▸ The input:

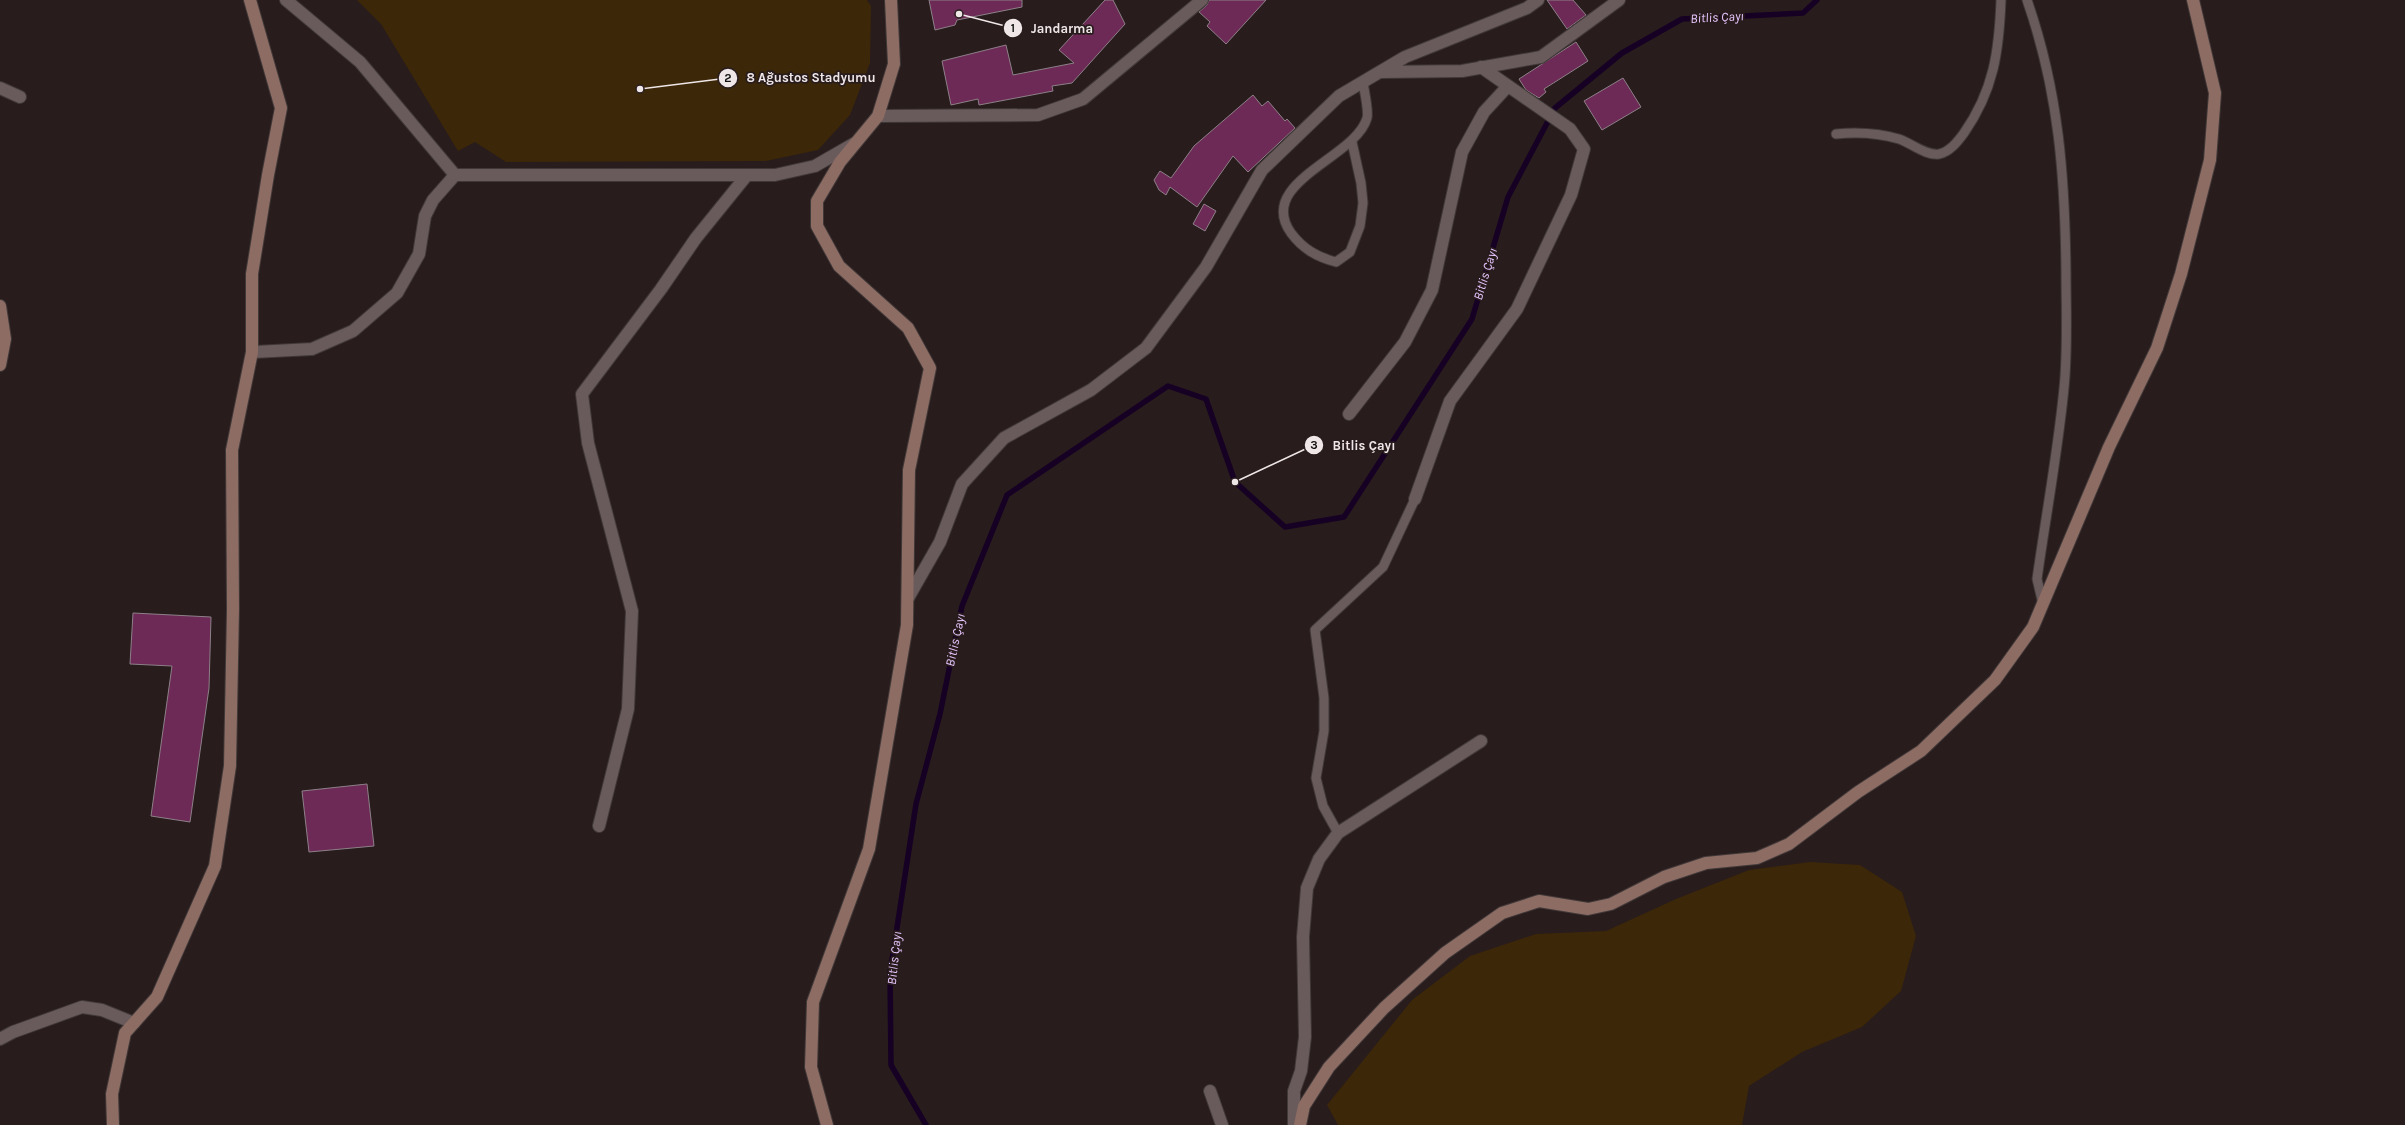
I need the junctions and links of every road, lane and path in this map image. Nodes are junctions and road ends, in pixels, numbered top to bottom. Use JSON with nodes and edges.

--

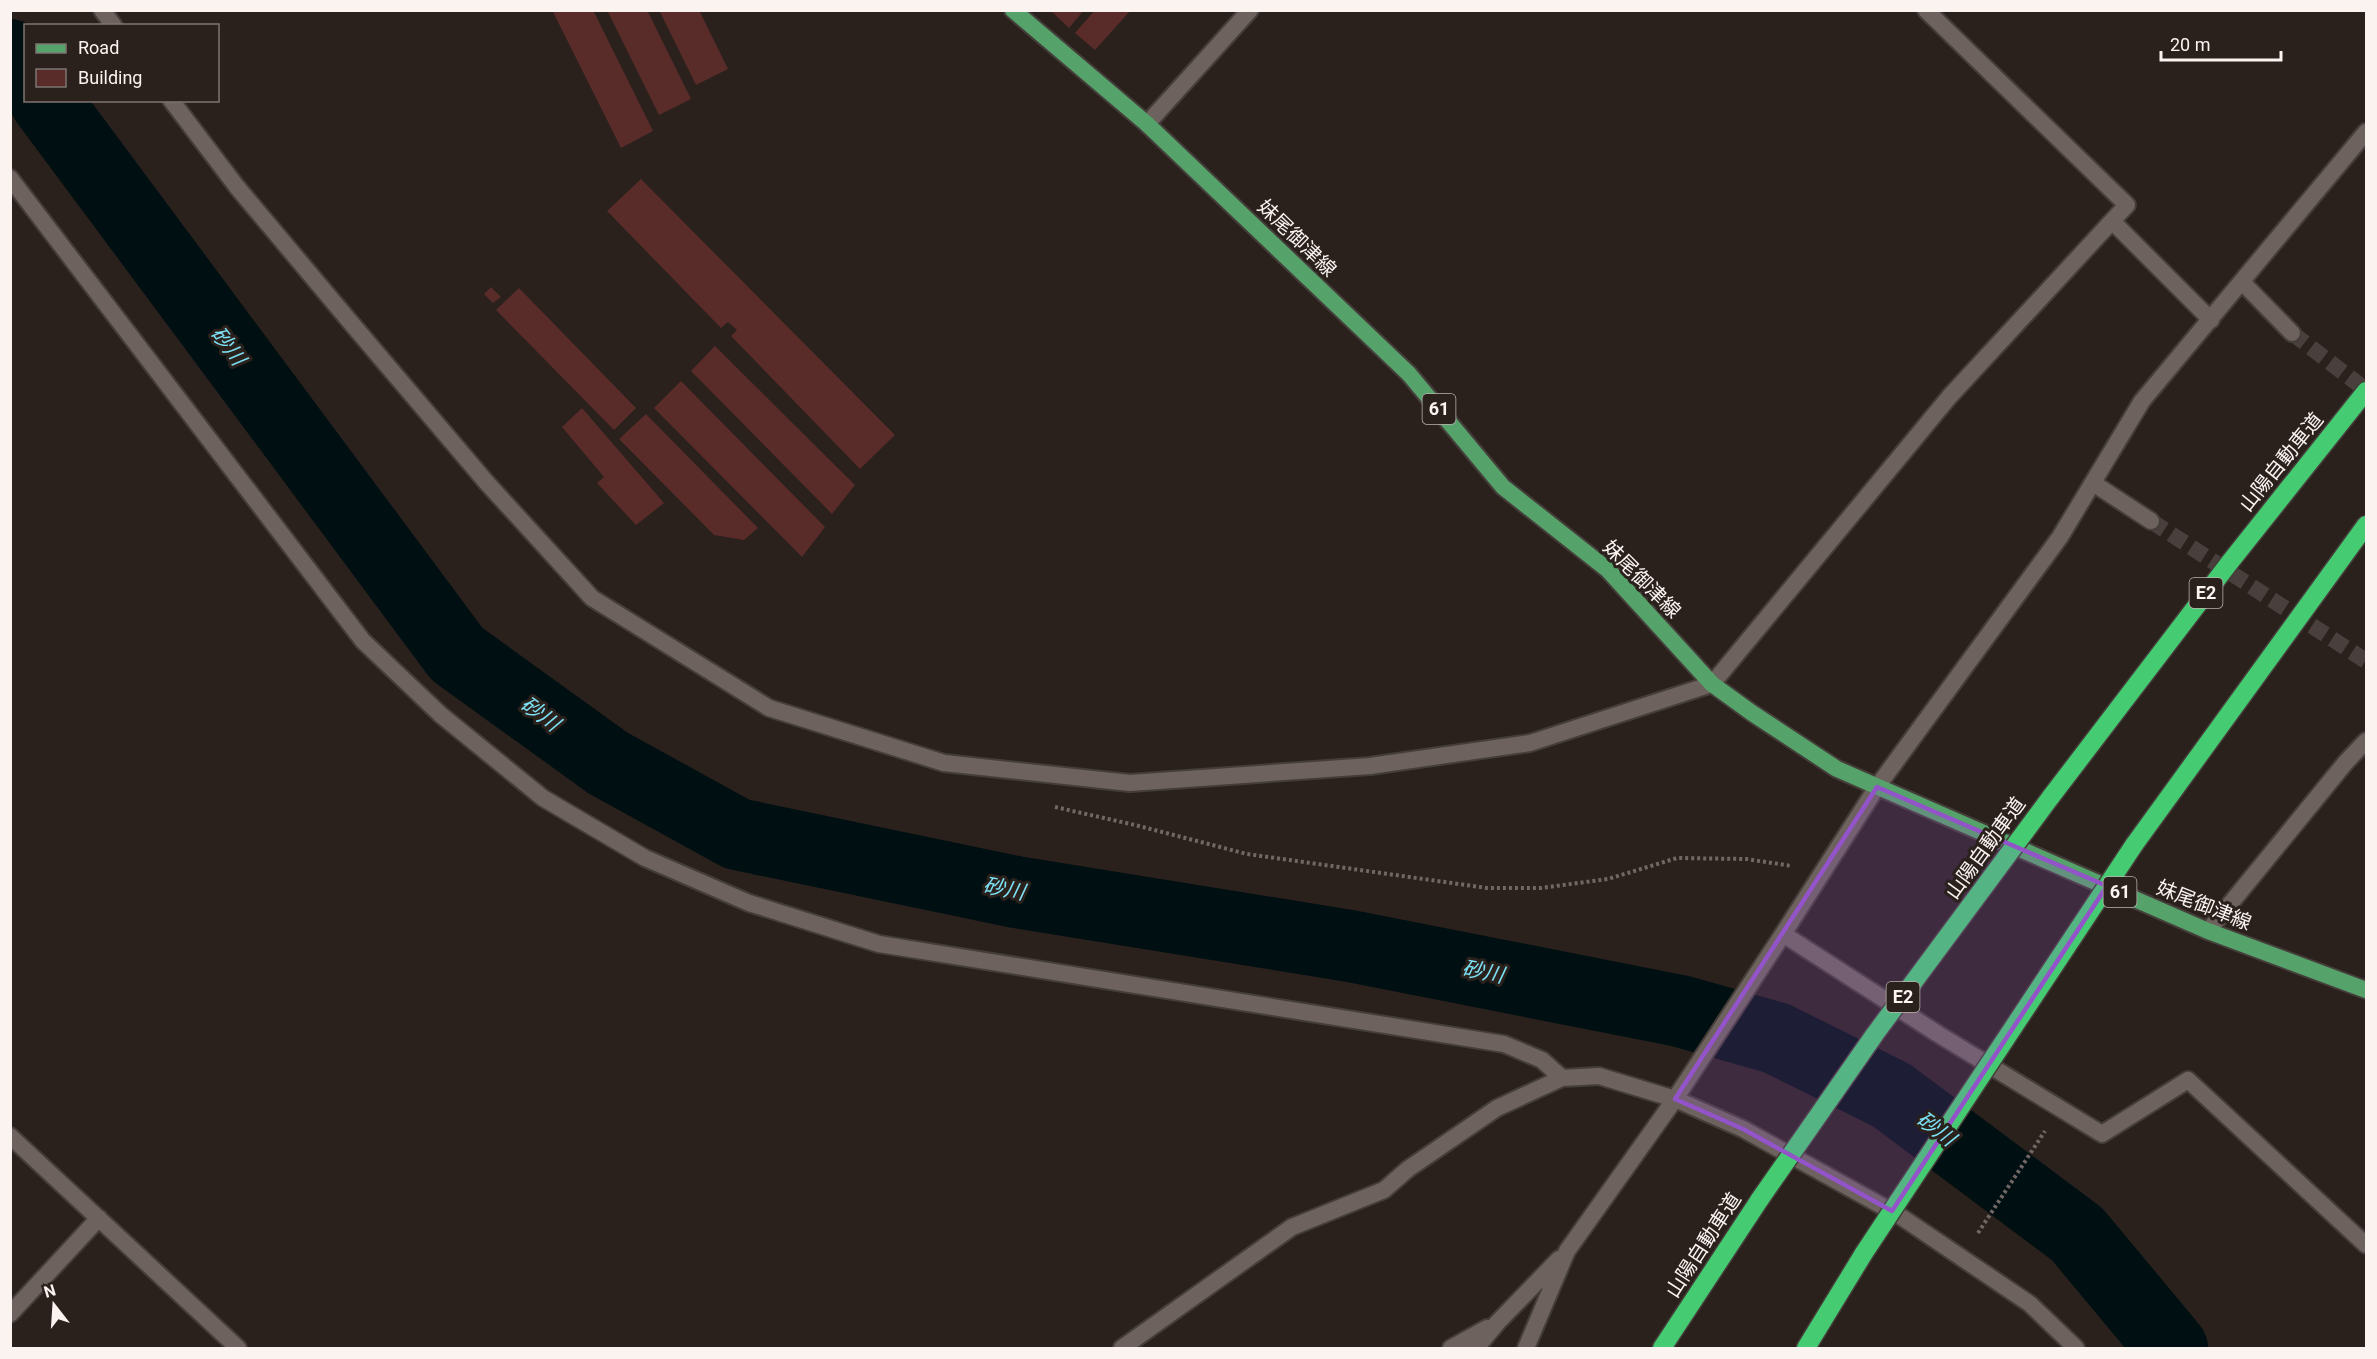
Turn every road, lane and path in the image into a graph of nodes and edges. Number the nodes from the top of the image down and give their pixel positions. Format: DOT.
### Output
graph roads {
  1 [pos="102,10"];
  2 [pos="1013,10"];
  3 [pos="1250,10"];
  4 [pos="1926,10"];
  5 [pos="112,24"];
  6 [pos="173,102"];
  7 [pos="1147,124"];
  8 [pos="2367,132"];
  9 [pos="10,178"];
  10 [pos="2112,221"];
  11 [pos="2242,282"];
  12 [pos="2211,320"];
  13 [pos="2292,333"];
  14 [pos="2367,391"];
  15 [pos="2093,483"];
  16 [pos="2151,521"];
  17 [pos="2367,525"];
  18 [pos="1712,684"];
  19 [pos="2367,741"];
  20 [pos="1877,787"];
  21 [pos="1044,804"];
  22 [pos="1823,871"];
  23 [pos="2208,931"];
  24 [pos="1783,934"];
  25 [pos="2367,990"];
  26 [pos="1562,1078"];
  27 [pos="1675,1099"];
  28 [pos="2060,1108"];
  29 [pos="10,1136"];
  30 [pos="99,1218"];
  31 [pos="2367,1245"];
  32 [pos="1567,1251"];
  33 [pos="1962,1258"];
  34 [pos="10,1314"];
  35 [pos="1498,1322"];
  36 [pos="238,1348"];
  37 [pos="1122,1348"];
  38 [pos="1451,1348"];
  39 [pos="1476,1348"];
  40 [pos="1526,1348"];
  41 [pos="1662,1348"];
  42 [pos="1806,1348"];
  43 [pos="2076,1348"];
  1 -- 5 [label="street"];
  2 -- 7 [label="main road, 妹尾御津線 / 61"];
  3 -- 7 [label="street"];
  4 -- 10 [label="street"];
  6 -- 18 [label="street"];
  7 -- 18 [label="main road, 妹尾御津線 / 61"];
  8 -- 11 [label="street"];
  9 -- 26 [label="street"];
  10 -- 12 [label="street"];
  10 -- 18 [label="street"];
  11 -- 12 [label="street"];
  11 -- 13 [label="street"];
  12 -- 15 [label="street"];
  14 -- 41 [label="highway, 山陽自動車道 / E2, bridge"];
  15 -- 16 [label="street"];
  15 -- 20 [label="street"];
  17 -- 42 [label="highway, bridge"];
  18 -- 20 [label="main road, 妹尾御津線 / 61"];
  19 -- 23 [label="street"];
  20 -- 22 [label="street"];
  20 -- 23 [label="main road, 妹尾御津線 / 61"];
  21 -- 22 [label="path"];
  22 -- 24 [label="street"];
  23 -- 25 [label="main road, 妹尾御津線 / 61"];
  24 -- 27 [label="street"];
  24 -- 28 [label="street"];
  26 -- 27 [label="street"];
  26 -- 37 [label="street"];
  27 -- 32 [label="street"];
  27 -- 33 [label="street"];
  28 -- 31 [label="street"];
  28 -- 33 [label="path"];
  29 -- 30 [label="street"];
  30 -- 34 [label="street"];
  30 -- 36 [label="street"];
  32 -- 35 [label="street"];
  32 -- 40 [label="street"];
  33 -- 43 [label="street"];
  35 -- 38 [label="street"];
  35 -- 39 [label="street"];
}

==

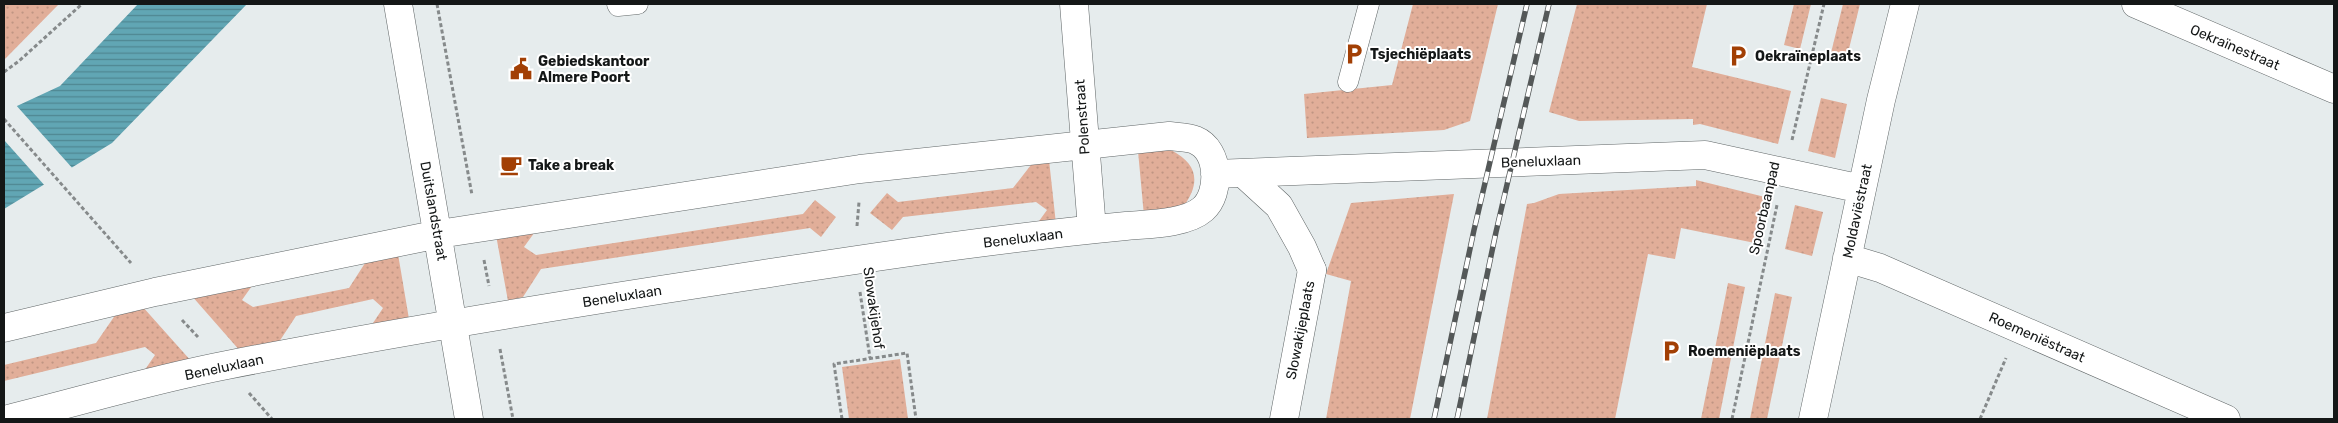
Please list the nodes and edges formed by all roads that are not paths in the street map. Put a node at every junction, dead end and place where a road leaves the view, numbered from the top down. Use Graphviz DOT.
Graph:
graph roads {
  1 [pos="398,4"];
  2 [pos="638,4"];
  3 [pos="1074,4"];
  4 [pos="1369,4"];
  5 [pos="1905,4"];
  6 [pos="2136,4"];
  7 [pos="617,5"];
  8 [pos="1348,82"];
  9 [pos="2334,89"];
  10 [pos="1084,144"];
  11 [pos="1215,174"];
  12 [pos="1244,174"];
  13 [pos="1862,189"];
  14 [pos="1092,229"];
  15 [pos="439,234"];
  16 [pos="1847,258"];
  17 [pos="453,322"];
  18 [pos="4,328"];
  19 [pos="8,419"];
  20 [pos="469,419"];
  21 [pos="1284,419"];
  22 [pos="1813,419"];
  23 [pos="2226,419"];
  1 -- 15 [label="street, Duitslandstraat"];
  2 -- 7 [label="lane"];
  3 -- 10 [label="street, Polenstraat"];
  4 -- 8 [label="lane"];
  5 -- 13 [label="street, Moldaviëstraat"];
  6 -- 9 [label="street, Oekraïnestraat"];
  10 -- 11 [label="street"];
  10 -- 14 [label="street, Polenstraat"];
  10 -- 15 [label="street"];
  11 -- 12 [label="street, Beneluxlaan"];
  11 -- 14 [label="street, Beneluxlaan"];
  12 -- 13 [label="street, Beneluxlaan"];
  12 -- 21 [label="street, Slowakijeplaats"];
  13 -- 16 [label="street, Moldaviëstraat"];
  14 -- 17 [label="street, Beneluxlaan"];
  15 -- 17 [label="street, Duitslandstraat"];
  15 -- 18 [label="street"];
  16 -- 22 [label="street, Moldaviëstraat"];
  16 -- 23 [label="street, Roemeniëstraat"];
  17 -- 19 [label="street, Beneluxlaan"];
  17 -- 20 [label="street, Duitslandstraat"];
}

▸ Your objective: Which lines in the records above hold the string "every"? Copy each of them.

▸ Solution to the problem:
I need the junctions and links of every road, lane and path in this map image. Nodes are junctions and road ends, in pixels, numbered top to bottom. Use JSON with nodes and edges.
Turn every road, lane and path in the image into a graph of nodes and edges. Number the nodes from the top of the image down and give their pixel positions. Format: DOT.
Please list the nodes and edges formed by all roads that are not paths in the street map. Put a node at every junction, dead end and place where a road leaves the view, numbered from the top down. Use Graphviz DOT.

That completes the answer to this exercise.